Sé que no estaba bien que lo tratara así,
pero solo hacía dos meses que se había
marchado el hombre con el que había
estado mi madre antes de él, y yo no
quería... encariñarme con él, supongo.
—Lo comprendo —asintió Pedro.
—Pero Pablo quería ganarse mi
confianza, hacer que su relación con mi
madre funcionase. Me contaba chistes y
cuentos, me llevaba a pescar... Y
también charlaba conmigo y me
escuchaba, me escuchaba de verdad. Me
hizo sentirme... especial.
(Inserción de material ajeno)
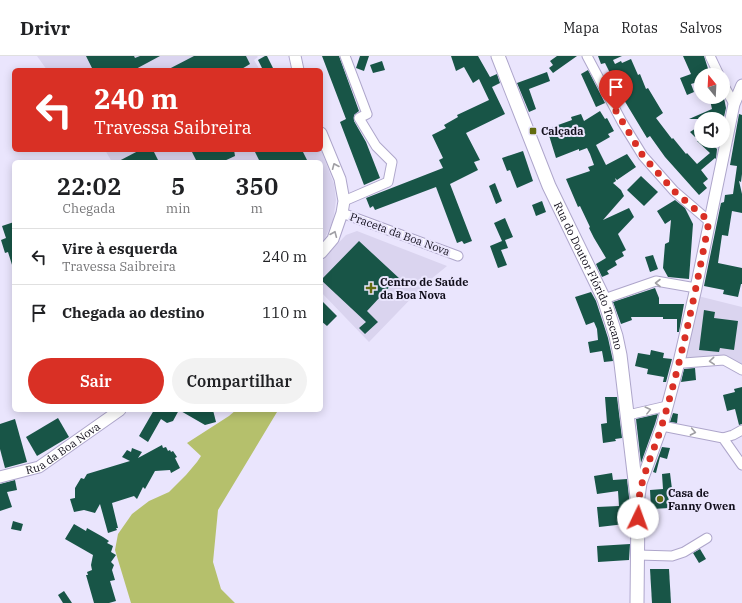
<!DOCTYPE html>
<html lang="pt">
<head>
<meta charset="utf-8">
<style>
	body { margin:0; font-family:"IBM Plex Serif",serif; background:#f2f2f2; color:#202124; height:100vh; display:flex; flex-direction:column; font-size:15px; white-space:nowrap }
	* { box-sizing:border-box; margin:0 }
	p { font-size:13px; color:#757577 }
	.icon { flex:none; width:22px; height:22px; fill:none; stroke:currentColor; stroke-width:2; stroke-linecap:round; stroke-linejoin:round }
	.map { position:relative; flex:1; overflow:hidden }
	.details { position:absolute; left:12px; top:104px; width:311px; height:252px; display:flex; flex-direction:column; background:#fff; border-radius:6px; box-shadow:0 2px 10px #0003 }
	.details>* { flex:none }
	.hud { position:absolute; left:12px; top:12px; width:311px; height:84px; border-radius:6px; box-shadow:0 2px 10px #0003; background:#d93025; color:#fff; overflow:hidden }
	.needle { width:26px; rotate:342deg }
	.tools { position:absolute; left:694px; top:12px; display:grid; gap:8px }
	.tools a { display:grid; place-items:center; width:36px; height:36px; border-radius:50%; background:#fff; box-shadow:0 2px 10px #0003; font-size:20px }
	.pin { position:absolute; display:grid; place-items:center; width:34px; height:34px; color:#fff; margin:-41px -17px; border-radius:50% 50% 50% 0; rotate:-45deg; box-shadow:0 0 4px #0007 }
	.pin .icon { rotate:45deg }
	.me { position:absolute; width:44px; margin:-22px; rotate:3deg; stroke-linejoin:round; filter:drop-shadow(0 0 3px #0008) }
	.turn { display:flex; align-items:center; gap:14px; height:84px; padding:0 16px; font-size:18px }
	.turn .icon { width:52px; height:52px; stroke-width:2.5 }
	.turn b { display:block; font-size:28px; line-height:34px }
	.eta { display:flex; justify-content:space-evenly; align-items:center; height:68px; text-align:center }
	.eta b { font-size:24px; font-weight:600; line-height:28px }
	.primary-button { display:flex; gap:8px; margin-top:auto; padding:8px 16px }
	.primary-button a { flex:1; height:46px; border-radius:24px; background:#d93025; color:#fff; font-size:16px; font-weight:600; line-height:46px; text-align:center }
	.primary-button a+a { background:#f2f2f2; color:#202124 }
	ul { padding:0; list-style:none }
	li { display:flex; align-items:center; gap:12px; height:56px; padding:0 16px; border-top:1px solid #e0e0e0 }
	li div { flex:1 }
	li b { display:block; font-size:15px }
	li em { font-style:normal }
	header { display:flex; align-items:center; gap:24px; box-sizing:border-box; height:56px; padding:0 20px; background:#fff; border-bottom:1px solid #e0e0e0 }
	header strong { font-size:19px }
	nav { display:flex; gap:22px; margin-inline-start:auto; font-size:14px }
	.map>svg:first-child { display:block }
	.built { fill:#dad4ef }
	.forest { fill:#b5c06c }
	.building { fill:#185547 }
	.lines { fill:none; stroke-linecap:round; stroke-linejoin:round }
	.minor-casing { stroke:#aea6cb; stroke-width:11 }
	.tertiary-casing { stroke:#aea6cb; stroke-width:13 }
	.secondary-casing { stroke:#aea6cb; stroke-width:15 }
	.minor { stroke:#fff; stroke-width:9 }
	.tertiary { stroke:#fff; stroke-width:11 }
	.secondary { stroke:#fff; stroke-width:13 }
	.oneway { stroke:#a09fa4 }
	.route { stroke:#d93025; stroke-width:7; stroke-dasharray:0 12.6 }
	.poi-dot { fill:#626b0f; stroke:#eae5fd; stroke-width:1.5 }
	.labels { text-anchor:middle; dominant-baseline:central; stroke-width:4; stroke-linejoin:round; paint-order:stroke }
	.poi-label { font-size:11px; font-weight:bold; fill:#110e1b; stroke:#eae5fd; text-anchor:start }
	.street-label { font-size:11px; fill:#110e1b; stroke:#eae5fd }
</style>
</head>
<body>
<header>
<strong>Drivr</strong>
<nav><a>Mapa</a><a>Rotas</a><a>Salvos</a></nav>
</header>
<div class="map">
<svg width="742" height="547" viewBox="0 0 742 547">
	<rect width="100%" height="100%" fill="#eae5fd"/>
	<!-- built -->
	<g class="built">
		<path d="M37 0H257L258 1 254 4 260 14H47Z"/>
		<path d="M105 94H321L334 128 336 144 333 165 324 184 321 187V106H112Z"/>
		<path d="M357 175 447 210 425 228 369 286 321 236V205L346 179Z"/>
		<path d="M698 240 742 251V309L724 299 692 303 685 301Z"/>
	</g>
	<!-- forest -->
	<path class="forest" d="M236 354 277 356 218 454 213 506 221 533 235 547H131L115 494 118 478 132 458 149 445 169 436 186 419 197 406 201 400 187 387 229 360Z"/>
	<!-- building -->
	<g class="building">
		<path d="M86 0H134L135 2 140 0H160L134 14H93Z"/>
		<path d="M194 0H246L250 8 240 14H167Z"/>
		<path d="M265 0H267L274 14H263L258 4Z"/>
		<path d="M322 0H339L359 55 354 59V65L366 86 380 122 364 129 340 66 346 63Z"/>
		<path d="M360 0H369L364 15 356 12Z"/>
		<path d="M451 0H478L490 21 497 18 500 27 492 31 505 58 466 77 480 104 474 106 478 114 450 128 472 185 464 188 462 185 457 187 436 131 375 154 373 150 370 152 366 142 443 112 439 104 443 102 432 79 446 72 444 69 458 61 457 59 489 44 479 23 473 27 464 11 456 15Z"/>
		<path d="M557 0H577L553 17 549 12 553 9 550 5Z"/>
		<path d="M598 0H622L613 4 615 8 621 5 622 7 631 3 638 19 640 18 646 33 648 32 663 57 656 62 672 83 673 82 686 98 687 97 697 108 710 97 697 85H709L717 93 716 103 715 102 701 114 708 123 703 127 707 132 699 139 665 101 650 80 647 82 621 39 605 7 601 8Z"/>
		<path d="M683 0H704L710 19H701V25L691 28 694 36 687 39 680 22 691 18Z"/>
		<path d="M382 5 385 14 373 17 370 9Z"/>
		<path d="M588 14 605 47 596 51 581 18Z"/>
		<path d="M547 16 550 25 529 33 536 53 529 56 517 27Z"/>
		<path d="M724 42 726 52 724 61 719 63H689L712 53 710 44Z"/>
		<path d="M600 55 605 63 607 62 614 75 608 78 610 81 596 89 606 109 627 98 636 111 617 124 615 122 616 125 613 127 621 134 624 140 603 164 629 152 634 161 618 178 626 194 622 196 624 200 615 205 617 209 607 215 609 218 602 221 596 208 606 202 594 182 589 172 590 171 580 150 578 151 566 123 590 115 588 111 594 109 590 98 587 92 579 95V93L556 102 547 73 572 64 571 61 581 58 584 65Z"/>
		<path d="M739 58 742 59V118L741 126 739 125 742 138V157L732 155 728 180 722 179 718 207 742 212V228H741L738 241 723 238 724 234 704 230 721 147 724 146 725 139 733 138 737 110 730 109Z"/>
		<path d="M701 69V76L695 81 690 76Z"/>
		<path d="M140 94H153L159 106H117Z"/>
		<path d="M191 94H234L235 100 222 106H197Z"/>
		<path d="M254 94H302L308 106H260Z"/>
		<path d="M523 95 533 125 517 132 510 114 507 115 502 102Z"/>
		<path d="M641 120 658 136 644 150 627 134Z"/>
		<path d="M495 127 502 145 496 148 489 130Z"/>
		<path d="M675 144 685 152 693 168 689 223 668 221 663 212 665 188 669 186 671 164 665 168 657 155Z"/>
		<path d="M542 145 546 156 536 160 532 149Z"/>
		<path d="M505 162 513 181 505 184 508 192 501 194 507 209 498 212 490 190 502 185 494 167Z"/>
		<path d="M14 166V211L13 212 8 196 5 197 1 184 6 182 2 170Z"/>
		<path d="M359 185 400 223 395 228 394 226 367 255 378 266 365 278 359 272 366 266 321 224Z"/>
		<path d="M653 199 658 213 650 216 645 201Z"/>
		<path d="M655 232 659 242V248H684L679 276H677V263H663V261H631L632 264 621 268 613 246Z"/>
		<path d="M591 236 596 245 608 282 613 305 604 306 602 295 590 297 588 286 598 284 597 273 594 266 586 269 575 241Z"/>
		<path d="M321 244 337 260 327 270 321 265Z"/>
		<path d="M704 254 715 256 714 262 738 265 734 294 720 292 719 296 699 294Z"/>
		<path d="M651 294 664 297 663 302 672 303 666 326H663L664 321 647 318 648 313 635 310 638 297 650 299Z"/>
		<path d="M695 312 696 324 681 326 684 313Z"/>
		<path d="M742 331V368L739 369 735 353 727 355 723 339 735 336 734 333Z"/>
		<path d="M605 341H617L622 382 615 383 616 385 603 387 601 368 607 367Z"/>
		<path d="M154 354H213L216 366 205 369 179 354 173 365 167 367 161 363 148 386 139 380Z"/>
		<path d="M673 357 678 358 677 367 670 366Z"/>
		<path d="M658 358 655 368 641 407 636 363Z"/>
		<path d="M58 362 69 381 37 400 26 381Z"/>
		<path d="M15 363 27 406 5 412 0 393V368Z"/>
		<path d="M162 389 163 392 166 391 168 395 170 394 171 396 173 395 177 401 175 402 180 412 171 417 170 414 155 415 145 433 143 431 137 443 134 440 112 447 118 472H116L117 474 108 477 100 448 95 457 84 454 74 456 70 443 75 442V432L81 422 84 423 87 418 130 405 122 401 127 394 131 396 132 392 142 396 138 402Z"/>
		<path d="M662 391 670 392 667 403 660 401 656 417 653 416Z"/>
		<path d="M612 417 613 424 627 423 630 450V463H625V468L599 471 597 451 619 450 618 435 597 438 594 420Z"/>
		<path d="M670 417 672 433 667 434 670 452 651 453 650 434 663 433 662 418Z"/>
		<path d="M15 424 17 434 7 436 12 451 0 455V428Z"/>
		<path d="M13 465 23 468 21 475 11 473Z"/>
		<path d="M74 468 86 475 87 472 103 481 109 485 107 487 113 490 111 496 116 499 111 506 114 509 112 514 115 524 110 525 116 545 109 547H94L86 519H88L87 516 92 514 91 509 93 499 65 483Z"/>
		<path d="M630 488 629 504 598 506 597 490Z"/>
		<path d="M700 493 706 503 699 507 693 497Z"/>
		<path d="M650 513H669L671 547H652Z"/>
		<path d="M64 535 72 547H63L58 539Z"/>
	</g>
	<g class="lines">
		<defs>
			<g id="minor">
				<path d="M587 0 622 66 643 100 674 135 709 165"/>
				<path d="M710 0 719 19"/>
				<path d="M723 28 734 48"/>
				<path d="M344 145 388 126 392 106 376 90 359 62 367 58 345 0"/>
				<path d="M342 157 458 200"/>
				<path d="M604 243 656 225 696 232"/>
				<path d="M679 306 684 307 724 304 742 314"/>
				<path d="M628 359 667 350"/>
				<path d="M662 370 723 382 742 409"/>
				<path d="M723 382 733 379 742 374"/>
				<path d="M638 499 672 500 684 496 707 482"/>
			</g>
			<g id="tertiary">
				<path d="M295 0 298 14"/>
				<path d="M321 77 340 123 344 145 342 157 333 183 321 197"/>
				<path id="s1" d="M0 421 39 411 120 354"/>
				<path d="M639 441 641 427 662 370 679 306 696 232 734 48 742 29"/>
			</g>
			<g id="secondary">
				<path id="s2" d="M498 0 549 130 604 243 616 280 620 299 638 450 637 547"/>
			</g>
		</defs>
		<!-- minor casing -->
		<use href="#minor" class="minor-casing"/>
		<!-- tertiary casing -->
		<use href="#tertiary" class="tertiary-casing"/>
		<!-- secondary casing -->
		<use href="#secondary" class="secondary-casing"/>
		<!-- minor -->
		<use href="#minor" class="minor"/>
		<!-- tertiary -->
		<use href="#tertiary" class="tertiary"/>
		<!-- secondary -->
		<use href="#secondary" class="secondary"/>
	</g>
	<!-- one-way arrows -->
	<defs><path id="oneway-chevron" d="M-2-3.5L2.5 0L-2 3.5" fill="none" stroke-width="1.6" stroke-linecap="round" stroke-linejoin="round"/></defs>
	<g class="oneway">
		<use href="#oneway-chevron" transform="translate(335 110) rotate(-113)"/>
		<use href="#oneway-chevron" transform="translate(334 178) rotate(-67)"/>
		<use href="#oneway-chevron" transform="translate(658 227) rotate(180)"/>
		<use href="#oneway-chevron" transform="translate(712 305) rotate(175)"/>
		<use href="#oneway-chevron" transform="translate(648 354) rotate(-14)"/>
		<use href="#oneway-chevron" transform="translate(693 376) rotate(11)"/>
	</g>
	<g class="lines">
		<!-- route -->
		<path class="route" d="M616 55 643 100 674 135 709 165C696 234 682 302 662 369 652 402 637 426 638 462"/>
	</g>
	<!-- markers -->
	<g class="poi-dot">
		<rect x="529" y="71" width="8" height="8" rx="2"/>
		<path d="M369 226h4v4h4v4h-4v4h-4v-4h-4v-4h4z"/>
		<circle cx="660" cy="443" r="4"/>
	</g>
	<g class="labels">
		<!-- poi labels -->
		<g class="poi-label">
			<text x="541" y="75">Calçada</text>
			<text x="380" y="226">Centro de Saúde<tspan x="380" dy="13">da Boa Nova</tspan></text>
			<text x="668" y="437">Casa de<tspan x="668" dy="13">Fanny Owen</tspan></text>
		</g>
		<!-- street labels -->
		<g class="street-label">
			<text transform="translate(400 178) rotate(20)">Praceta da Boa Nova</text>
			<text stroke="none"><textPath href="#s2" startOffset="238">Rua do Doutor Flórido Toscano</textPath></text>
			<text stroke="none"><textPath href="#s1" startOffset="70">Rua da Boa Nova</textPath></text>
		</g>
	</g>
</svg>
<div class="tools">
<a><svg class="needle" viewBox="-14 -14 28 28"><path d="M0-13l5 13h-10z" fill="#e53935"/><path d="M0 13l5-13h-10z" fill="#757577"/></svg></a>
<a><svg class="icon" aria-label="sound" viewBox="0 0 24 24"><path d="M4 9h4l5-4v14l-5-4H4zM17 9q2 3 0 6"/></svg></a>
</div>
<div class="pin" style="left:616px;top:55px;background:#d93025"><svg class="icon" aria-label="arrive" viewBox="0 0 24 24"><path d="M6 21V4h12l-3 4 3 4H6"/></svg></div>
<svg class="me" style="left:638px;top:462px" viewBox="-20 -20 40 40"><circle r="19" fill="#fff"/><path d="M0-13L10 11 0 6-10 11z" fill="#d93025"/></svg>
<div class="hud">
<div class="turn"><svg class="icon" aria-label="left" viewBox="0 0 24 24"><path d="M17 20v-9H6M10 6l-5 5 5 5"/></svg><div><b>240 m</b>Travessa Saibreira</div></div>
</div>
<section class="details">
<div class="eta">
<div><b>22:02</b><p>Chegada</p></div>
<div><b>5</b><p>min</p></div>
<div><b>350</b><p>m</p></div>
</div>
<ul>
<li><svg class="icon" aria-label="left" viewBox="0 0 24 24"><path d="M17 20v-9H6M10 6l-5 5 5 5"/></svg><div><b>Vire à esquerda</b><p>Travessa Saibreira</p></div><em>240 m</em></li>
<li><svg class="icon" aria-label="arrive" viewBox="0 0 24 24"><path d="M6 21V4h12l-3 4 3 4H6"/></svg><div><b>Chegada ao destino</b></div><em>110 m</em></li>
</ul>
<div class="primary-button"><a>Sair</a><a>Compartilhar</a></div>
</section>
</div>
</body>
</html>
Era como si
para él no fuera solo la hija que entraba
en el lote con la mujer con la que se
había casado. Claro que ahora, en
retrospectiva, me pregunto si no sería
más bien que quería encontrar algo que
lo uniera a mi madre, con quien en
realidad tenía más bien poco en común
—le explicó  Paula —. Cuando se
marchó creí que sería... distinto de como
había sido con los otros. Creía que se
despediría de mí, o que a lo mejor me
llamaría para decirme que me echaba de
menos y que sentía haber tenido que
marcharse. Pero no lo hizo, y supuse que
era porque mi madre, cuando acababa
con uno de sus novios o se divorciaba,
no quería volver a saber nada de esos
hombres. Y, aun así, como él me había
dicho que me quería, seguí esperando,
esperando... Y quizá nunca perdí del
todo la esperanza de que le importara de
verdad, porque esta tarde, cuando lo vi
en el supermercado... Dios, Pedro...,
me comporté como una tonta.
—No, Paula, eso no es verdad.
Que pensara siquiera eso... Pedro
maldijo en silencio a su madre y a aquel
Pablo por haberla hecho sufrir de ese
modo, por no haberse dado cuenta del
impacto que tendría la irresponsabilidad
de sus actos. Y encima aquel tipo le
había hecho creer a Paula que la quería
para luego salir de su vida sin mirar
atrás, a una niña a la que le habían roto
el corazón una y otra vez.
Si Paula le dejaba, le daría la
felicidad que merecía, se juró a sí
mismo. 
Sería constante en su cariño,
sería un hombre con el que pudiese contar.